How 2026 compares to recent years
| Year | Band 1 rise | Band 2 rise | Band 3 rise | CPI context |
|---|---|---|---|---|
| April 2026 | +1.8% | +1.7% | +1.7% | CPI 2.6%; rise below inflation |
| April 2025 | +2.2% | +2.4% | +2.4% | CPI 2.5%; rise broadly tracking inflation |
| April 2024 | +3.9% | +4.0% | +4.0% | CPI 3.2%; rise below inflation |
| April 2023 | +8.4% | +8.4% | +8.5% | CPI 8.7%; catch-up rise after freeze |
| April 2022 | Frozen | Frozen | Frozen | CPI 9.1% (peak Oct 2022) |
| April 2021 | Frozen | Frozen | Frozen | Held at December 2020 levels (£23.80 / £65.20 / £282.80) |
CPI figures from ONS. Year-by-year detail at our charge history page and real-terms analysis at real-terms charge history.
What 2027 may look like
The DHSC has not signalled any intention to change the structural model or the percentage methodology for 2027. A continuation of the recent CPI-tracking pattern would suggest:
- Band 1 likely to move to approximately £28.40 to £28.80 (2 to 3% rise)

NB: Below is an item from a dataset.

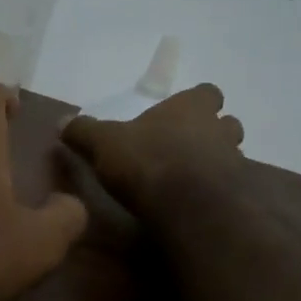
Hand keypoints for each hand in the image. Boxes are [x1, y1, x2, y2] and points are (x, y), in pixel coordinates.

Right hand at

- Band 2 likely to move to approximately £78.00 to £79.00
- Band 3 likely to move to approximately £338.00 to £342.00
These figures are illustrative only and depend on the OBR inflation forecast for early 2027, the wider DHSC settlement, and any policy intervention. The structural model is unlikely to change without a much larger contract-reform initiative.
A wholesale reform of the GDS contract would in principle allow the patient charge structure to be redesigned (for example, away from three bands and toward a percentage-of-cost share like the Welsh and NI models, or toward a universal-coverage model with no patient charge as in Scotland for under-26s). None of this is currently on the public DHSC roadmap.